Allow me, sir, to thank you for the good opinion expressed by an appointment so honorable, and to assure you of my sincere regret that I am unable to comply with your wishes.”5

Fessenden himself did not suffer well either big egos or small talents. Secretary of the Navy Welles recorded Fessenden’s behavior at a February 1865 cabinet meeting: “Very little before the Cabinet. The President when I entered the room, was reading with much enjoyment certain portions of Petroleum V. Nasby to [William Dennison and James Speed]. The book is a broad burlesque on modern Democratic party men.
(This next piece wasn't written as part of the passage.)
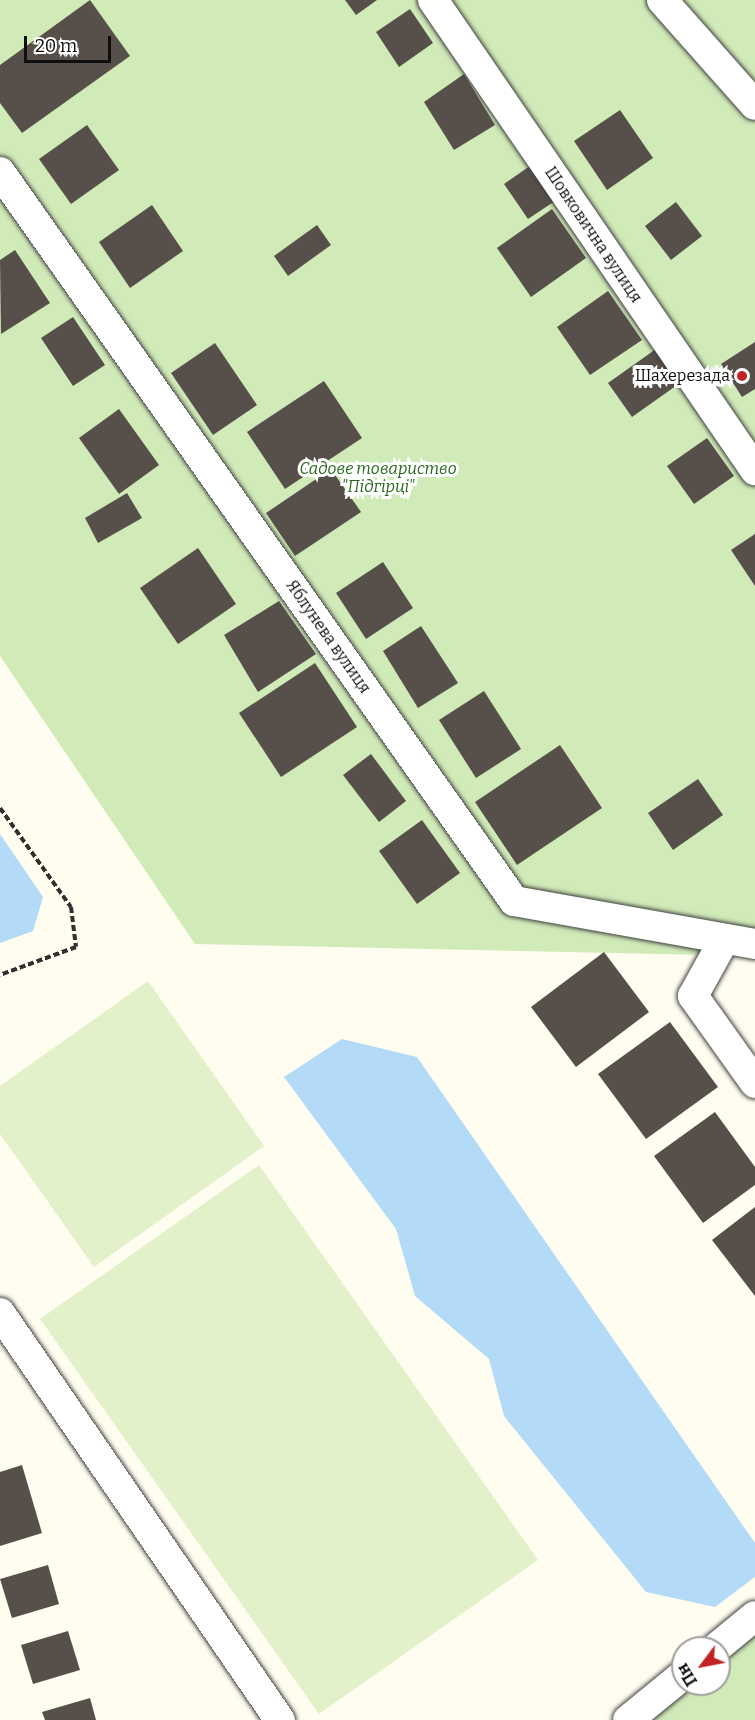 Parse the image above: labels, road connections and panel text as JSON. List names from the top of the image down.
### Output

Fessenden, who came in just after me, evidently thought it hardly a proper subject for the occasion, and the President hastily dropped it.”6 The impeccably dressed Fessenden was usually a model of propriety and decorum but on one occasion as a senator, he had an argument with the President over patronage and used several expletives. President Lincoln, who was accustomed to the profanity of Episcopalian William Seward, said to Fessenden: “You are an Episcopalian, aren’t you, Senator?” When Fessenden admitted he was, President Lincoln replied: “I thought so. You Episcopalians all swear alike.”7

Chase approved of Fessenden’s deportment at Treasury, writing in September that “He has been in communication with me since he took charge, and in every step, with perhaps one slight exception, his judgment has corresponded with mine. He sees several matters now in quite a different light from that in which they appeared to him when Senator.”8

Fessenden himself became an admirer of the President, although he was a frequent critic early in the war. In 1864, for example, Fessenden wrote a friend: “It looks very much as if we were to have Lincoln for another term, if we can beat the copperheads. Perhaps this is quite as well as to try any new man. Whatever may be his failings, and he is not without them, the people have a strong faith in his honesty of purpose, and at a time when their endurance is so largely drawn upon, that is a great point.”9 A Treasury aide, Maunsell B. Field, later wrote: “I remember that one day, immediately after a Cabinet meeting, Mr. Fessenden, entering his room in the Department where I was awaiting his return, advanced toward me with glowing countenance, and said, ‘I tell you, Mr. Field, Mr. Lincoln is more of a politician than all his cabinet put together!’ Before he had the opportunity to explain what had so excited his enthusiasm, somebody came in upon business, and the matter was dropped.”10 Fessenden’s short term of office followed the patterns set down by his predecessor. According to biographer Charles A. Jellison, Fessenden did “much to clean up the corruption and inefficiency that had plagued the Treasury during the regime of Secretary Chase, and when he stepped down from his post he was able to turn over to [Hugh McCulloch] a noticeably improved Department, insofar as both personnel and procedure were concerned.”11

Fessenden served until March 1865 when he returned to Senate (rather than allow outgoing Vice President Hannibal Hamlin to get the seat). “The duties which he was required to perform were distasteful to him from the start, and the longer he remained in office the more distasteful they became to him,” wrote his deputy and successor, Hugh McCulloch. “If Mr. Fessenden had been strong in health, if his duties had been congenial, and he had been content to remain at the head of the great department, he would have been equal to his duties, however difficult and onerous they might have been. But his health was not good, and his heart was not in executive, but in his legislative work.”12

Historian Michael Burlingame noted that “Fessenden observed that President Lincoln “came here tall strong & vigorous, but has worked himself almost to death. The good fellow thinks it is his duty to see every body, and do every thing himself.”13

Upon his return to Congress, Fessenden became chairman of Joint Committee on Reconstruction. He was one of a handful of Republicans who voted against removal of President Andrew Johnson, thus earning him the enmity of Radical Republicans with whom he had once been identified. Fessenden was an attorney active at the local and national levels. He was the father of two Union generals, Francis and James D. Fessenden; another son died in Second battle of Bull Run. His family was remarkable in other ways. Two of Fessenden’s brothers served Maine in the U.S. House of Representatives at the beginning of the Civil War. Two other brothers served in federal patronage positions, which Fessenden was skilled in filling with friends and relatives.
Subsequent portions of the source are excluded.